▶ [Exercise objective] Gather all lines with "rect" from the records.
[[ Supplied records open ]]
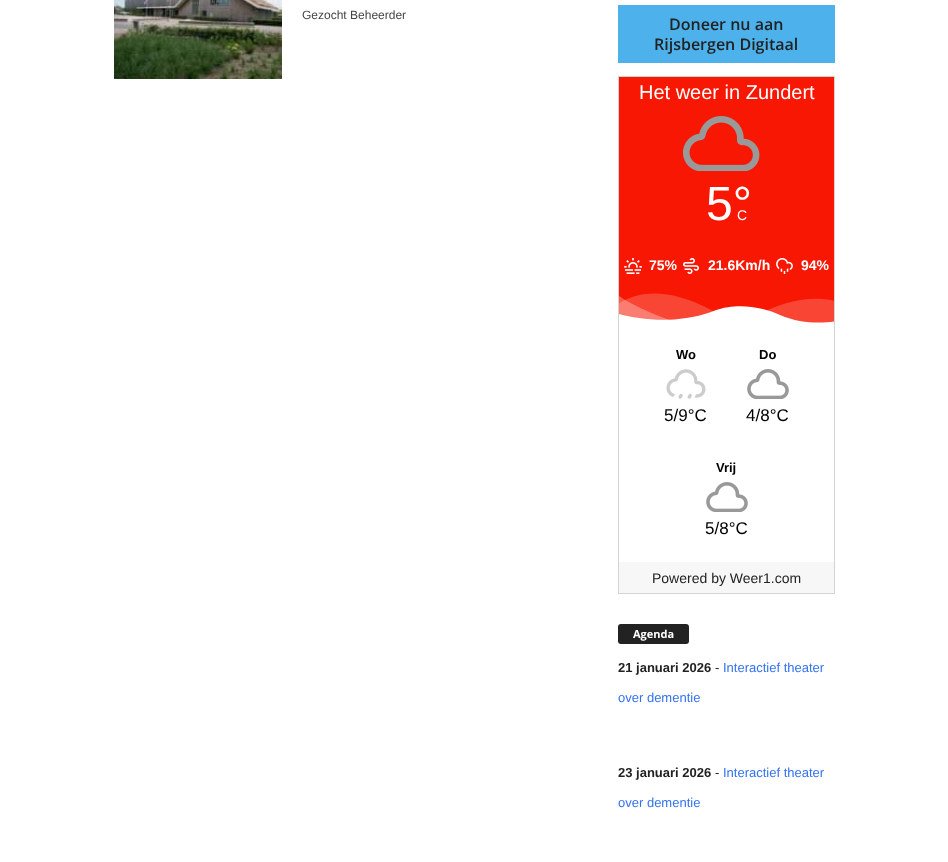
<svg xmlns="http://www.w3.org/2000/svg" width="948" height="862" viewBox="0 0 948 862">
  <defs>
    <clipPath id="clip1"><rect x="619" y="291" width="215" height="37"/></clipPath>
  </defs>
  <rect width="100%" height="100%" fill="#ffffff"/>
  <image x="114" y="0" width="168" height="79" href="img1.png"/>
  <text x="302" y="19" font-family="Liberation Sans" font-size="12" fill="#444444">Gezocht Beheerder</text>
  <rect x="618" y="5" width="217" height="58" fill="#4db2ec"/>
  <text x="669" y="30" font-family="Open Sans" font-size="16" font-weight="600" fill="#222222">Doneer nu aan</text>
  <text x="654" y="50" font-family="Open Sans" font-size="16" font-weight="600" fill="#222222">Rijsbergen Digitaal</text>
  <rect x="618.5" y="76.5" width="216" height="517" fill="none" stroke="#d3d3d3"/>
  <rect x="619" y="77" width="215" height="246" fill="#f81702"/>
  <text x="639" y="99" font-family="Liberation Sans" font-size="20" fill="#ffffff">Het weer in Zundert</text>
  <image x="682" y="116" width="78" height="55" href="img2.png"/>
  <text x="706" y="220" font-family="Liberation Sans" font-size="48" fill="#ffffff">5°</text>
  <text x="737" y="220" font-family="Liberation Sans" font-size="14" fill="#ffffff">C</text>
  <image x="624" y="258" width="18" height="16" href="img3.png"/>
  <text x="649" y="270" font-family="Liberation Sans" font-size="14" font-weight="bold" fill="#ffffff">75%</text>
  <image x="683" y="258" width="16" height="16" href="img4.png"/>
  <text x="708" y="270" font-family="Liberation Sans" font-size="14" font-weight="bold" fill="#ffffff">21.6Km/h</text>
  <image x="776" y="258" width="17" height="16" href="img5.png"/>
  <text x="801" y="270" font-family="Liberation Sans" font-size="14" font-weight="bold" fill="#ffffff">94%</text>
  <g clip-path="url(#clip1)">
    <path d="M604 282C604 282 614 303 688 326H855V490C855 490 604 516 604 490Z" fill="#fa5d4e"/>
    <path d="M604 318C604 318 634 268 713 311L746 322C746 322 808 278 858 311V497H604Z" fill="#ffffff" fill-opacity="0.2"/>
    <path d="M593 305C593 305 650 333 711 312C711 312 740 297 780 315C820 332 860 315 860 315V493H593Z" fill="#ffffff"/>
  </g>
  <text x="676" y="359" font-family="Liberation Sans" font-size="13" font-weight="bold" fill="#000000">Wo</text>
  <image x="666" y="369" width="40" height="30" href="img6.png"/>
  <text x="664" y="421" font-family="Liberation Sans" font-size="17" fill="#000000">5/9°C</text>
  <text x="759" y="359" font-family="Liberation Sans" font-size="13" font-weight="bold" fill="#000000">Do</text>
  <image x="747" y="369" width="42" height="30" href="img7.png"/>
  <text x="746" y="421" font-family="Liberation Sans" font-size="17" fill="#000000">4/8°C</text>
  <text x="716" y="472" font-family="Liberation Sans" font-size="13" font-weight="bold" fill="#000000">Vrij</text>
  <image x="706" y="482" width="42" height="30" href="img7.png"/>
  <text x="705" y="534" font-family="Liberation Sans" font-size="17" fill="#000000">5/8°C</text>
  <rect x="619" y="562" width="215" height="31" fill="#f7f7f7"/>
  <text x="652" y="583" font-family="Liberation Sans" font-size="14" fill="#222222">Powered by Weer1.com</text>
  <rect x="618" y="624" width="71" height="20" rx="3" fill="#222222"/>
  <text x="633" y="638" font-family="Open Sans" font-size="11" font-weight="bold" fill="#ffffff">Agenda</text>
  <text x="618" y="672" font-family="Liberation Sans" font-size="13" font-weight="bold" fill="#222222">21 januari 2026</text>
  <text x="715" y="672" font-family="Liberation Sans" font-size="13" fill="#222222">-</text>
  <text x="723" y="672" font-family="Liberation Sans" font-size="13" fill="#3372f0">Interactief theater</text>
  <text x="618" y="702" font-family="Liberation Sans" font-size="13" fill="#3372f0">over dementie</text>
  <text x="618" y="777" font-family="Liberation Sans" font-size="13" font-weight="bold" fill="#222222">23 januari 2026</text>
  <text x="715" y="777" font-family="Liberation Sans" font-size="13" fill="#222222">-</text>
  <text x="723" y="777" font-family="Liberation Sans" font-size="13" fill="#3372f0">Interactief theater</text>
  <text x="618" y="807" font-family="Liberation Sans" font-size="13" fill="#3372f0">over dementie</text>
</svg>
[[ Supplied records closed ]]
▶ [Completed task]
    <clipPath id="clip1"><rect x="619" y="291" width="215" height="37"/></clipPath>
  <rect width="100%" height="100%" fill="#ffffff"/>
  <rect x="618" y="5" width="217" height="58" fill="#4db2ec"/>
  <rect x="618.5" y="76.5" width="216" height="517" fill="none" stroke="#d3d3d3"/>
  <rect x="619" y="77" width="215" height="246" fill="#f81702"/>
  <rect x="619" y="562" width="215" height="31" fill="#f7f7f7"/>
  <rect x="618" y="624" width="71" height="20" rx="3" fill="#222222"/>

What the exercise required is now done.